An unchanged copy of all the lines below is expected, and it should contain no pictures.

■ ■ ■ ■ ■ ■ ■

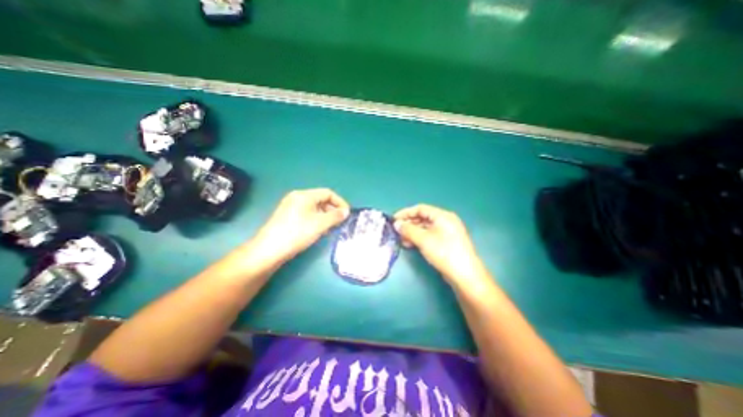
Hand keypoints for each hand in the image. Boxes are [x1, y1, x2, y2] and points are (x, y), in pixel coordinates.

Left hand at [252, 187, 351, 265]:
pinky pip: (306, 213)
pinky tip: (318, 230)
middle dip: (332, 210)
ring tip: (330, 228)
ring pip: (314, 207)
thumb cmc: (297, 233)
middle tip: (339, 222)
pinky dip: (316, 219)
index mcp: (305, 195)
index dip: (340, 202)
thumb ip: (335, 216)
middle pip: (320, 199)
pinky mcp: (287, 216)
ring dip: (325, 216)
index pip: (328, 193)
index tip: (347, 214)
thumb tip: (346, 211)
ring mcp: (290, 207)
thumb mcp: (320, 224)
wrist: (269, 250)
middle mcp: (297, 197)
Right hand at [395, 204, 487, 286]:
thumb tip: (396, 224)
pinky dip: (419, 238)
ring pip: (425, 228)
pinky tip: (410, 244)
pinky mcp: (446, 243)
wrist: (464, 275)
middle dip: (409, 224)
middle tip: (397, 231)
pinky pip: (429, 236)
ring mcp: (447, 232)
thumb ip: (408, 230)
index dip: (406, 213)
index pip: (421, 209)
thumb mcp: (424, 239)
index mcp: (442, 216)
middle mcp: (445, 221)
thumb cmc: (444, 252)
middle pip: (423, 218)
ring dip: (412, 232)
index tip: (394, 219)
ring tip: (401, 240)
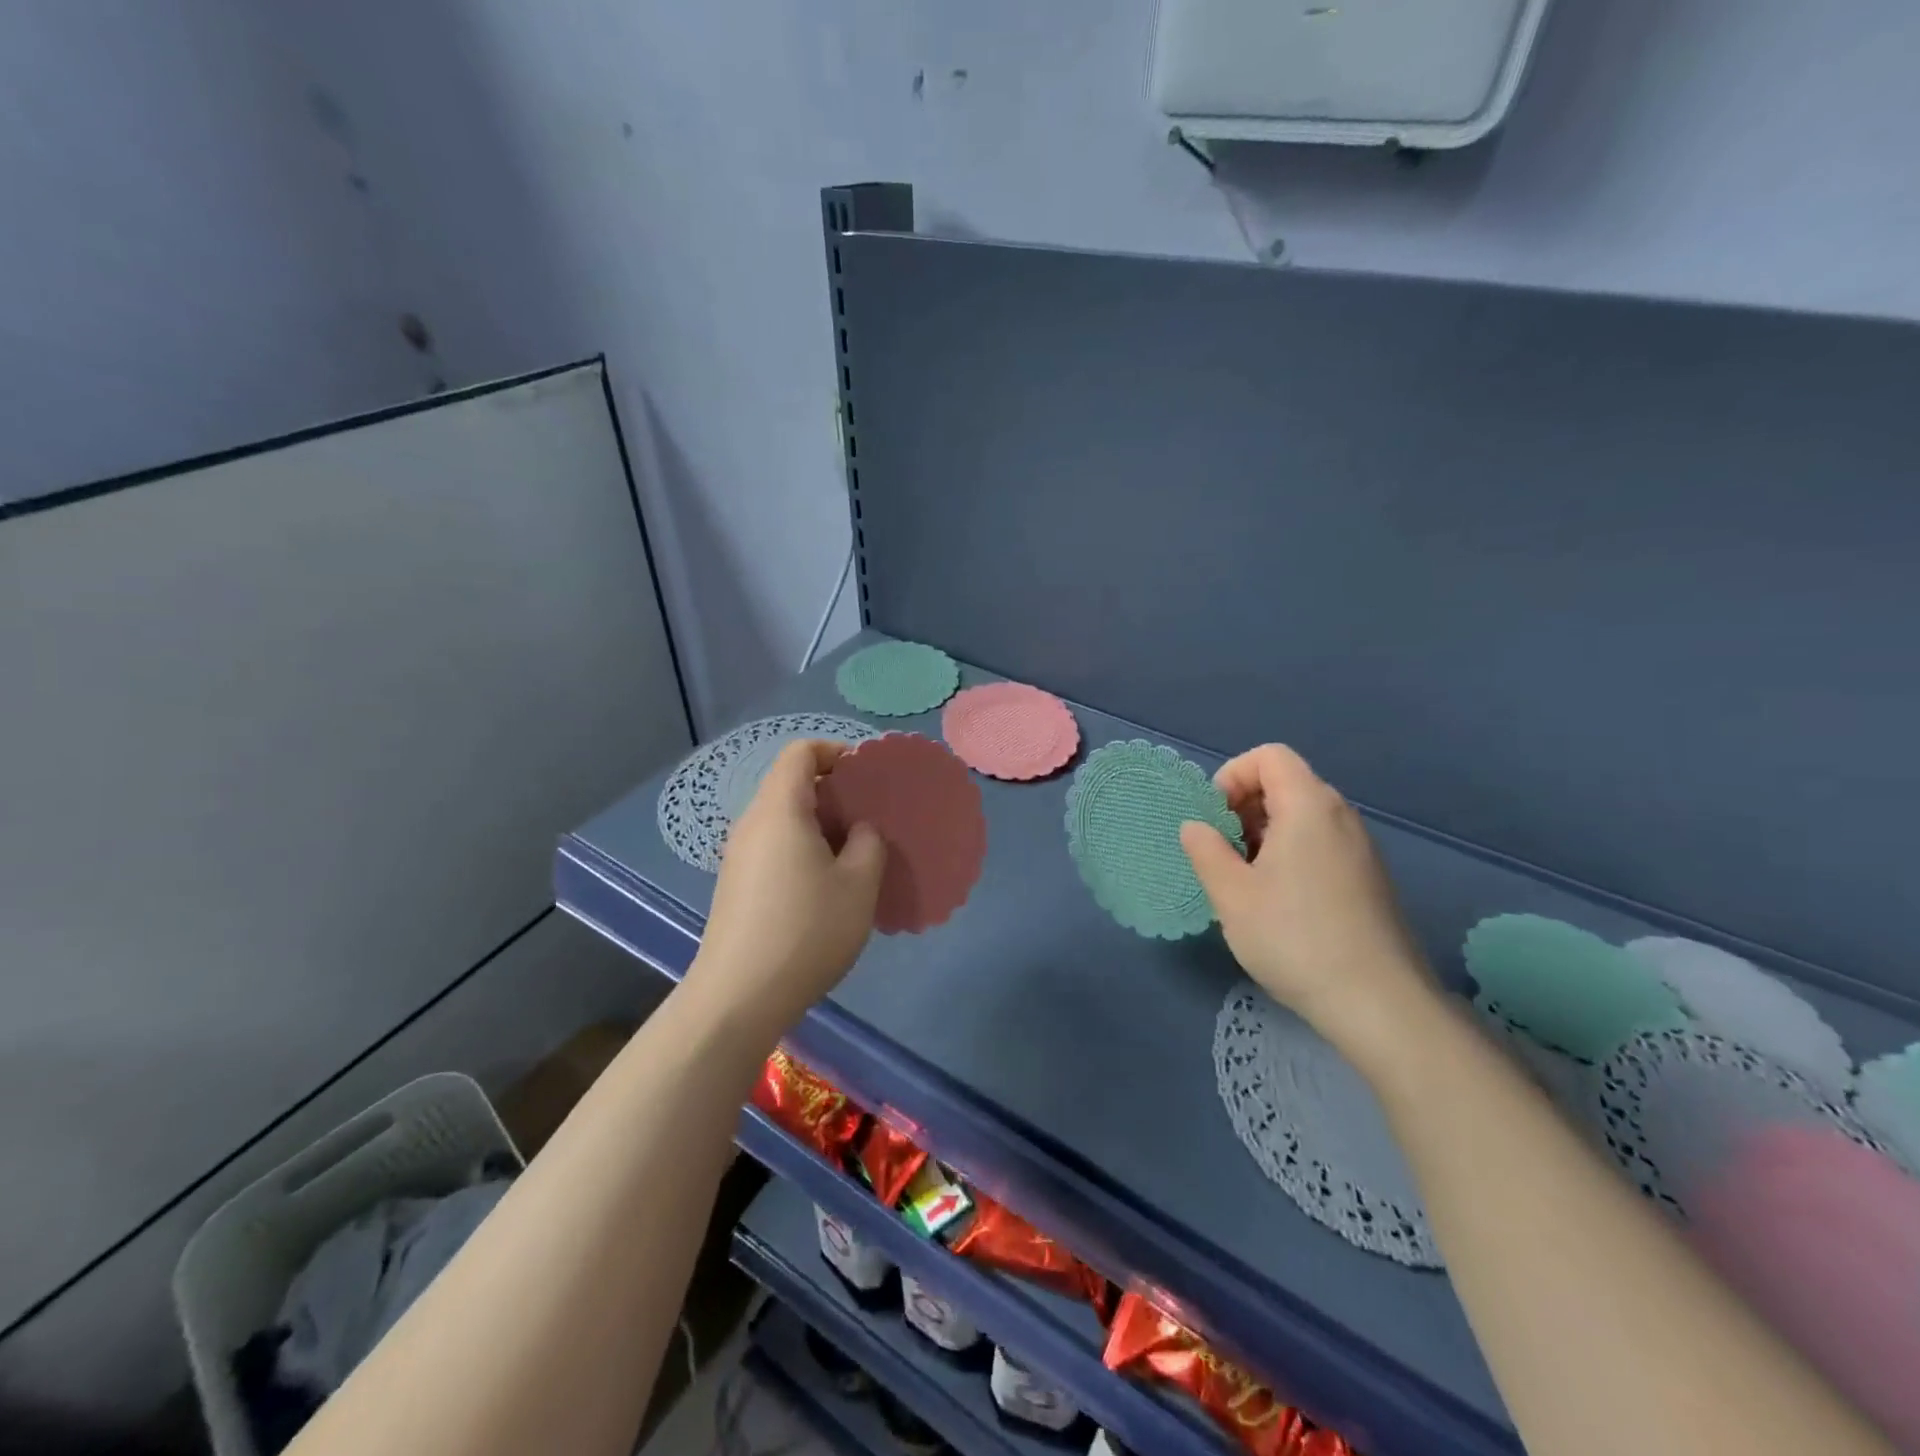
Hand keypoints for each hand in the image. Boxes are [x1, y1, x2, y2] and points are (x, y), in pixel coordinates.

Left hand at [686, 740, 885, 1040]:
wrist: (738, 997)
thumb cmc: (806, 931)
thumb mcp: (859, 884)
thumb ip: (869, 842)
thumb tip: (860, 829)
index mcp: (780, 810)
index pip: (801, 752)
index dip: (836, 752)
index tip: (867, 777)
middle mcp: (753, 823)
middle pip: (792, 784)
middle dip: (835, 792)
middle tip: (872, 819)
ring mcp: (739, 856)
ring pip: (784, 818)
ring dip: (822, 825)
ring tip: (856, 855)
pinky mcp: (737, 885)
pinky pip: (774, 846)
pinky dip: (804, 849)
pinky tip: (827, 886)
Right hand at [1180, 744, 1436, 1068]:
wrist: (1379, 1004)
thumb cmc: (1294, 938)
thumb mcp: (1231, 895)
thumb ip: (1206, 851)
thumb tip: (1196, 826)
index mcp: (1309, 807)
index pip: (1269, 757)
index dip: (1233, 776)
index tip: (1215, 819)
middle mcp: (1341, 816)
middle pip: (1286, 783)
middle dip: (1245, 807)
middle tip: (1223, 852)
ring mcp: (1361, 849)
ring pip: (1303, 816)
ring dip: (1265, 834)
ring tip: (1246, 881)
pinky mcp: (1369, 879)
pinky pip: (1321, 843)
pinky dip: (1291, 854)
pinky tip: (1279, 902)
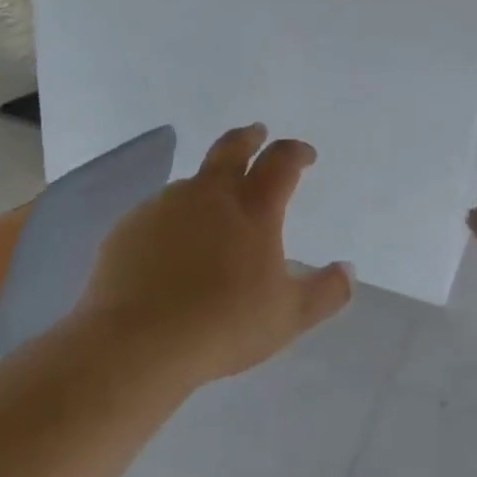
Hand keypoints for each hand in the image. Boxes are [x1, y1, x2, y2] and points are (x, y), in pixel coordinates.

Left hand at [79, 124, 353, 382]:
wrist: (137, 342)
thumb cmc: (224, 326)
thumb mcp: (289, 317)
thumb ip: (326, 292)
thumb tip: (347, 270)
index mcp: (253, 209)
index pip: (281, 162)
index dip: (296, 152)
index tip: (305, 156)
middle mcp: (208, 194)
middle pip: (231, 148)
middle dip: (249, 137)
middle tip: (257, 133)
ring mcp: (164, 206)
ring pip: (193, 182)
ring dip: (210, 185)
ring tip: (214, 210)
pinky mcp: (129, 227)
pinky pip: (159, 213)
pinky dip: (175, 220)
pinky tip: (172, 249)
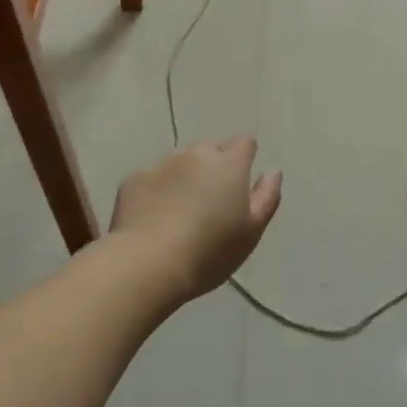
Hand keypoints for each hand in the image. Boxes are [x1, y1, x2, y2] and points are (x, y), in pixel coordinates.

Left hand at [110, 139, 282, 301]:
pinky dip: (156, 191)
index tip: (241, 181)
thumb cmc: (210, 251)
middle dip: (213, 166)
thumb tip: (273, 170)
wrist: (148, 263)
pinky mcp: (134, 180)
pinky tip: (153, 219)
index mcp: (229, 164)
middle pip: (210, 149)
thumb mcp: (251, 231)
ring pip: (179, 162)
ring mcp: (162, 164)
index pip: (245, 142)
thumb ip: (267, 196)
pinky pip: (151, 179)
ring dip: (184, 177)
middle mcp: (196, 154)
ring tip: (180, 212)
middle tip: (211, 201)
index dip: (245, 157)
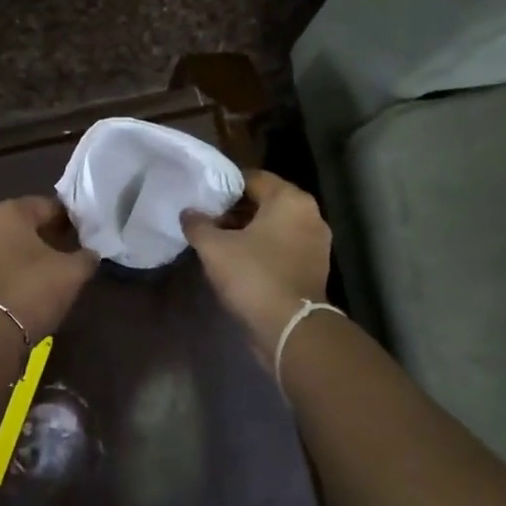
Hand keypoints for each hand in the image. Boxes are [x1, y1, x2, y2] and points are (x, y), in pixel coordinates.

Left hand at [0, 196, 98, 340]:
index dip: (70, 218)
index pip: (47, 205)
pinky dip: (17, 270)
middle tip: (73, 250)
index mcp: (7, 212)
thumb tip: (90, 254)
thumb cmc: (32, 289)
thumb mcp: (72, 272)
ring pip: (11, 246)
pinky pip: (0, 265)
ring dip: (32, 254)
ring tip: (56, 270)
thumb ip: (86, 257)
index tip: (86, 233)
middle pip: (26, 225)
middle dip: (49, 235)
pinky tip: (35, 286)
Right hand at [182, 171, 331, 366]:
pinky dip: (263, 249)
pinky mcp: (314, 268)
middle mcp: (310, 215)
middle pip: (266, 201)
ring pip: (275, 226)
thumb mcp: (214, 247)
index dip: (224, 186)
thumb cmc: (253, 276)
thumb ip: (198, 224)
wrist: (290, 328)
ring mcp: (316, 243)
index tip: (202, 197)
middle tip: (207, 220)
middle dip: (235, 209)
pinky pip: (283, 247)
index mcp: (290, 200)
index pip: (253, 178)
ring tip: (218, 241)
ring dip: (248, 230)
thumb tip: (188, 213)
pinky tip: (238, 261)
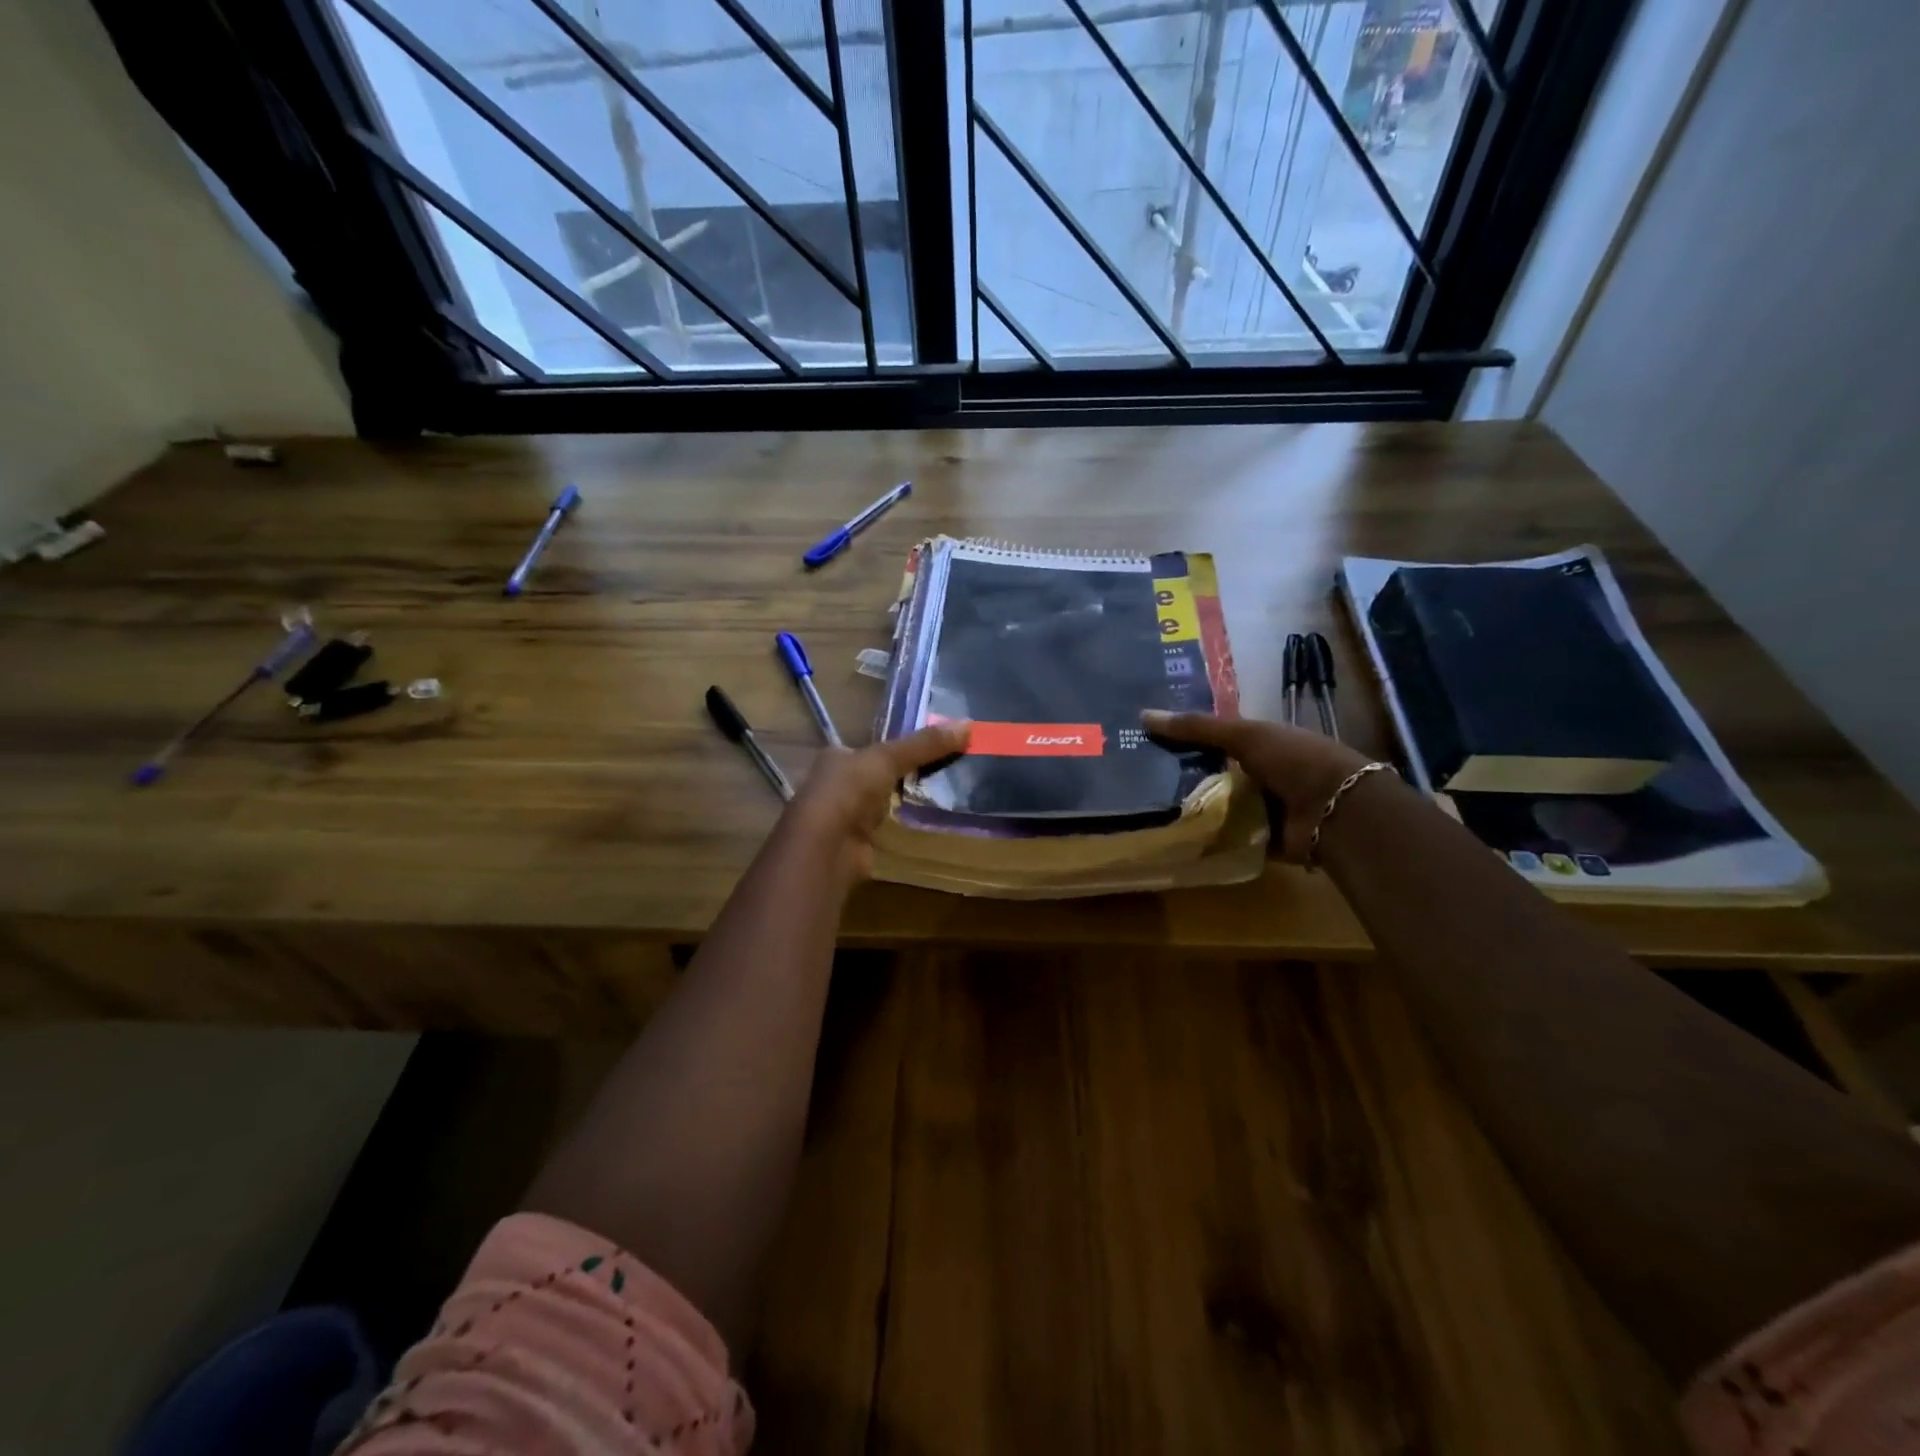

■ ■ ■ ■ ■ ■ ■

**RESPONSE AREA**:
Hand keypoints for each hand in the image. Boxes are [x1, y1, x2, y2] and points are (x, y), in pixel coordinates.

Left hand at [252, 187, 351, 265]:
pinky pip: (306, 213)
pinky tip: (318, 230)
middle dip: (332, 210)
ring tip: (330, 228)
ring pip: (314, 207)
thumb cmc: (297, 233)
middle tip: (339, 222)
pinky dip: (316, 219)
index mcp: (305, 195)
index dip: (340, 202)
thumb ip: (335, 216)
middle pip: (320, 199)
pinky mcp: (287, 216)
ring dip: (325, 216)
index pip: (328, 193)
index tip: (347, 214)
thumb tip: (346, 211)
ring mcp: (290, 207)
thumb mcp: (320, 224)
wrist: (269, 250)
middle mcp: (297, 197)
Right hand at [395, 204, 487, 286]:
thumb tip: (396, 224)
pinky dip: (419, 238)
ring pip: (425, 228)
pinky tip: (410, 244)
pinky mcp: (446, 243)
wrist: (464, 275)
middle dip: (409, 224)
middle tip: (397, 231)
pinky pip: (429, 236)
ring mcp: (447, 232)
thumb ip: (408, 230)
index dip: (406, 213)
index pip: (421, 209)
thumb mcp: (424, 239)
index mcp: (442, 216)
middle mcp: (445, 221)
thumb cmc: (444, 252)
middle pip: (423, 218)
ring dip: (412, 232)
index tip: (394, 219)
ring tip: (401, 240)
Hand keypoints for each hand in the image. Boxes are [x1, y1, x2, y2] and points are (x, y), in pixel coordinates.

Left hand at [686, 740, 885, 1040]:
wrist: (738, 997)
thumb cmc: (806, 931)
thumb mcp: (859, 884)
thumb ip: (869, 842)
thumb tip: (860, 829)
index mcp: (780, 810)
index pip: (801, 752)
index dip: (836, 752)
index tip: (867, 777)
middle mcp: (753, 823)
middle pip: (792, 784)
middle dip: (835, 792)
middle tip: (872, 819)
ring mcp: (739, 856)
ring pip: (784, 818)
ring dip: (822, 825)
ring tip: (856, 855)
pinky mcp: (737, 885)
pinky pip: (774, 846)
pinky dip: (804, 849)
pinky tip: (827, 886)
Right hand at [1180, 744, 1436, 1068]:
wrist: (1379, 1004)
thumb cmc: (1294, 938)
thumb mcp: (1231, 895)
thumb ip: (1206, 851)
thumb tip: (1196, 826)
index mcp: (1309, 807)
index pip: (1269, 757)
index dip: (1233, 776)
index tip: (1215, 819)
middle mcp: (1341, 816)
middle pip: (1286, 783)
middle dip: (1245, 807)
middle tip: (1223, 852)
ring mcp: (1361, 849)
ring pip: (1303, 816)
ring dip: (1265, 834)
ring tip: (1246, 881)
pinky mcp: (1369, 879)
pinky pip: (1321, 843)
pinky dip: (1291, 854)
pinky tip: (1279, 902)
Hand keypoints for each hand in the image. Boxes are [x1, y1, x2, y2] and points are (x, y), in pixel coordinates.

Left hand at [79, 124, 353, 382]:
wrist: (137, 342)
thumb cmc: (224, 326)
thumb mcp: (289, 317)
thumb ip: (326, 292)
thumb tip: (347, 270)
index mcp: (253, 209)
index pip: (281, 162)
index dip: (296, 152)
index tip: (305, 156)
middle mcp: (208, 194)
middle pip: (231, 148)
middle dip: (249, 137)
middle tip: (257, 133)
ring mcp: (164, 206)
ring pip: (193, 182)
ring dip: (210, 185)
ring tip: (214, 210)
pinky mcp: (129, 227)
pinky pip: (159, 213)
pinky dip: (175, 220)
pinky tip: (172, 249)
Hand keypoints for each hand in the image. Boxes are [x1, y1, x2, y2] and points are (x, y), in pixel coordinates.

Left hand at [110, 139, 282, 301]:
pinky dip: (156, 191)
index tip: (241, 181)
thumb cmc: (210, 251)
middle dip: (213, 166)
thumb tip: (273, 170)
wrist: (148, 263)
pinky mcp: (134, 180)
pinky tip: (153, 219)
index mcp: (229, 164)
middle pip: (210, 149)
thumb mcp: (251, 231)
ring pip: (179, 162)
ring mcp: (162, 164)
index pip: (245, 142)
thumb ip: (267, 196)
pinky pip: (151, 179)
ring dip: (184, 177)
middle mcp: (196, 154)
ring tip: (180, 212)
middle tip: (211, 201)
index dip: (245, 157)
Hand keypoints for each hand in the image. Boxes are [x1, y1, x2, y2] and points are (x, y), in pixel coordinates.

Left hand at [0, 196, 98, 340]:
index dip: (70, 218)
index pip: (47, 205)
pinky dip: (17, 270)
middle tip: (73, 250)
index mcp: (7, 212)
thumb tip: (90, 254)
thumb cmc: (32, 289)
thumb mcp: (72, 272)
ring pip: (11, 246)
pinky pip: (0, 265)
ring dip: (32, 254)
ring tip: (56, 270)
thumb ip: (86, 257)
index tip: (86, 233)
middle pip: (26, 225)
middle dip: (49, 235)
pinky tip: (35, 286)
Right hand at [182, 171, 331, 366]:
pinky dip: (263, 249)
pinky mcp: (314, 268)
middle mcp: (310, 215)
middle pip: (266, 201)
ring pip: (275, 226)
thumb mcp: (214, 247)
index dip: (224, 186)
thumb cmc: (253, 276)
thumb ip: (198, 224)
wrist: (290, 328)
ring mcp: (316, 243)
index tip: (202, 197)
middle tip: (207, 220)
middle dip: (235, 209)
pinky pip: (283, 247)
index mcp: (290, 200)
index pip: (253, 178)
ring tip: (218, 241)
ring dip: (248, 230)
thumb tip: (188, 213)
pinky tip: (238, 261)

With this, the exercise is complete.